Assignment >>
Check every line of the data and copy the ones where "roads" appears.

.....

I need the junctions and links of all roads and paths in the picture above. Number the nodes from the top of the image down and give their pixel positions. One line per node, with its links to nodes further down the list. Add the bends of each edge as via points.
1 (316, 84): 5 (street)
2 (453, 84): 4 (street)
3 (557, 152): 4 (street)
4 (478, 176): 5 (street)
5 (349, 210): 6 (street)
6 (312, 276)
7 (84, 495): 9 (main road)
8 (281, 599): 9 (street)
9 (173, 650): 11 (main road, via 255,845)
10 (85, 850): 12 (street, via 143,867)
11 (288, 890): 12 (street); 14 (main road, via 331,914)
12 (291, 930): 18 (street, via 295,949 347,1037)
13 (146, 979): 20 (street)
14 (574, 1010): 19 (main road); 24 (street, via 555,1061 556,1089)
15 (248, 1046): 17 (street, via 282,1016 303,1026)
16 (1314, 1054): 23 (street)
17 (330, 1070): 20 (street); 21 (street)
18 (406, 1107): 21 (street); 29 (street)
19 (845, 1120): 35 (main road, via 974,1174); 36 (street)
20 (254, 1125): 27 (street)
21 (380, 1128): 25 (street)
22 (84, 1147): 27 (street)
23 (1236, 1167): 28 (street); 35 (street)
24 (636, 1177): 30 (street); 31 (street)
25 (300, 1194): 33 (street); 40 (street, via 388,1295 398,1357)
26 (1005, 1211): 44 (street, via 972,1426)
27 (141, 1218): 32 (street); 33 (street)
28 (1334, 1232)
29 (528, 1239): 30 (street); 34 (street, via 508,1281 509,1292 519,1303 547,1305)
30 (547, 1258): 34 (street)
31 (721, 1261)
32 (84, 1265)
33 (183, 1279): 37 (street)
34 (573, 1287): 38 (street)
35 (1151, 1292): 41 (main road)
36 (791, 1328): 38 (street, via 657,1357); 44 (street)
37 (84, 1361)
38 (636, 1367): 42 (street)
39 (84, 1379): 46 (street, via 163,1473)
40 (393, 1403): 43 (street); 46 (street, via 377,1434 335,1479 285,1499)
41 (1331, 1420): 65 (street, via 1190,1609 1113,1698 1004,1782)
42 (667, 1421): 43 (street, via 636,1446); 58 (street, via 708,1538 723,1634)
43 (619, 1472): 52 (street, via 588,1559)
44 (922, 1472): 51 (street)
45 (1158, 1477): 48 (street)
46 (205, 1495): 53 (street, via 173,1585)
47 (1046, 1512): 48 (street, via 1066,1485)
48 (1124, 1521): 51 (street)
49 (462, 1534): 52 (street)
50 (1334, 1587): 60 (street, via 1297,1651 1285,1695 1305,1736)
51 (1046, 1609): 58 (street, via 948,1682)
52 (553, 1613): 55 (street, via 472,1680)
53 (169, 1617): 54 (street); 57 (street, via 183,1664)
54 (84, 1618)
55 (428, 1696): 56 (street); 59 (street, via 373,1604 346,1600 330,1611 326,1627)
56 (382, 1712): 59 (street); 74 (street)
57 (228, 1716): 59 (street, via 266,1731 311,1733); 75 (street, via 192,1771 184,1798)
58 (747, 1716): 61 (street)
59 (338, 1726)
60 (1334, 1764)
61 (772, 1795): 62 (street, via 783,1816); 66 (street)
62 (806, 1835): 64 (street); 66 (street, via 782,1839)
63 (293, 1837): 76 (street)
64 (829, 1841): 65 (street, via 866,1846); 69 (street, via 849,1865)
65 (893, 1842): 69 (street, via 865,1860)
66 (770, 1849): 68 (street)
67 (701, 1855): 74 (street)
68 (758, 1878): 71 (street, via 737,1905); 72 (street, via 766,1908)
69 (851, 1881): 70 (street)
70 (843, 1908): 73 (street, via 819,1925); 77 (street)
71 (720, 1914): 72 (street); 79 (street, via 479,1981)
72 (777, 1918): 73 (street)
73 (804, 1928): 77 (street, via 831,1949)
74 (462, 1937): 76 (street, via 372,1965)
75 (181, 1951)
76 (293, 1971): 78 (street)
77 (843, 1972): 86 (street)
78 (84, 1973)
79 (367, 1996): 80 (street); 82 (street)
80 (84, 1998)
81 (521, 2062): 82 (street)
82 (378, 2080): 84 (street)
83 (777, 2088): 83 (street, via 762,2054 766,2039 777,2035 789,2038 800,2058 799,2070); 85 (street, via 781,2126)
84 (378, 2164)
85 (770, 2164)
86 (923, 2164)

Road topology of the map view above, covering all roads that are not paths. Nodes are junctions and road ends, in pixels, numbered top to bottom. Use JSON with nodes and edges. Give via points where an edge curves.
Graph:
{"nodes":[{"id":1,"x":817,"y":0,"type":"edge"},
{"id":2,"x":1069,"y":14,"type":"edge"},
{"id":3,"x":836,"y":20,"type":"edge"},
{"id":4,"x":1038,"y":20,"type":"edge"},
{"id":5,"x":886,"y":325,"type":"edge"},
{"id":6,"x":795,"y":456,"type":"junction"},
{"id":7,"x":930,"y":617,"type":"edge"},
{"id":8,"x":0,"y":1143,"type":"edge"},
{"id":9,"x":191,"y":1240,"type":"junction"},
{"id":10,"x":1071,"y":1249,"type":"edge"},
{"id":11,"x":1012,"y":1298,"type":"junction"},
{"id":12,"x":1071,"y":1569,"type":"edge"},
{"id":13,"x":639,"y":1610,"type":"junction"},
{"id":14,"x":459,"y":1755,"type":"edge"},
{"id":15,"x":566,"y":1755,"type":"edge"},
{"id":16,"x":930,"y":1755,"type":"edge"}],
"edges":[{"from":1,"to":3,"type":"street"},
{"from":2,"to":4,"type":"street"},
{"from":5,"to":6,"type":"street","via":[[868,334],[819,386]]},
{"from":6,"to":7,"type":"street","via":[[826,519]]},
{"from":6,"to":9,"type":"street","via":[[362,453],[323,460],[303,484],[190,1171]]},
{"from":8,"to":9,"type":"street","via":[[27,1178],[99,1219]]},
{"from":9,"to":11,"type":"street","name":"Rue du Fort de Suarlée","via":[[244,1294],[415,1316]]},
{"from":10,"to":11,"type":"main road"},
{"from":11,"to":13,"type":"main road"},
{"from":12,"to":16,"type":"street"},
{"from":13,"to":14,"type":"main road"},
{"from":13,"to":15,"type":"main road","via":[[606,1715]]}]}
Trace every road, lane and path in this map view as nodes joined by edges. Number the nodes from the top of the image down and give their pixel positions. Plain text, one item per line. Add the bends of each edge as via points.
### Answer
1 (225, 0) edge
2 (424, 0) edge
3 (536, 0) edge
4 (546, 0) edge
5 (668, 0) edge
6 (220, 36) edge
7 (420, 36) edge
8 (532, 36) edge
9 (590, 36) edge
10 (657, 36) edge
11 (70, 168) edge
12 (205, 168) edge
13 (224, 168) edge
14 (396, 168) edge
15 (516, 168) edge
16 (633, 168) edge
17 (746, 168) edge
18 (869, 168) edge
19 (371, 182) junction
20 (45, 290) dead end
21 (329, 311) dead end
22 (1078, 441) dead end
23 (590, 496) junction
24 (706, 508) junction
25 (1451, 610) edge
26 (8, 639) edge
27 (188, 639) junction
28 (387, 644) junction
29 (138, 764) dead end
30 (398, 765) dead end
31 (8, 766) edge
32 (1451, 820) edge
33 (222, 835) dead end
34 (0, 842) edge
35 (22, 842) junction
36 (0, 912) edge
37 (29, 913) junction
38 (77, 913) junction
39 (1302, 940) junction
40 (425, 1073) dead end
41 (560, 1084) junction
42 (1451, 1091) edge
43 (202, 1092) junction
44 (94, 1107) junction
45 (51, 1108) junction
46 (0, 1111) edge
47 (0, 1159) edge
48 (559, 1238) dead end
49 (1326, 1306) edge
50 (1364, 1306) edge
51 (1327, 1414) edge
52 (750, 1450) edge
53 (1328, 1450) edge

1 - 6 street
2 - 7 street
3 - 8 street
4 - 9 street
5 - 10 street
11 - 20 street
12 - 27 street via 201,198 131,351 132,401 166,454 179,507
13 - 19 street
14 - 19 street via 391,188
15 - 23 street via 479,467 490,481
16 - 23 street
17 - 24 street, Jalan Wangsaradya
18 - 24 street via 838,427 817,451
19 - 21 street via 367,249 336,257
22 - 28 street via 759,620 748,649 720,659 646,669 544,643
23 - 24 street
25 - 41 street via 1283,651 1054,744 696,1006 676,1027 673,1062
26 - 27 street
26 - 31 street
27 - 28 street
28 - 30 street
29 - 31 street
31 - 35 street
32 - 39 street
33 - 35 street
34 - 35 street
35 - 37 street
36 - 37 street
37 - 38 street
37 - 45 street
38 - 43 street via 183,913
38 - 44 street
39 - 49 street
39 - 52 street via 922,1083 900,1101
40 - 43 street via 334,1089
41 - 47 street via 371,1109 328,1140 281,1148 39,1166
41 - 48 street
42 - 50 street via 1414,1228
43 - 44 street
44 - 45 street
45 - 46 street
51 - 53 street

.....

Response to the task >>
I need the junctions and links of all roads and paths in the picture above. Number the nodes from the top of the image down and give their pixel positions. One line per node, with its links to nodes further down the list. Add the bends of each edge as via points.
Road topology of the map view above, covering all roads that are not paths. Nodes are junctions and road ends, in pixels, numbered top to bottom. Use JSON with nodes and edges. Give via points where an edge curves.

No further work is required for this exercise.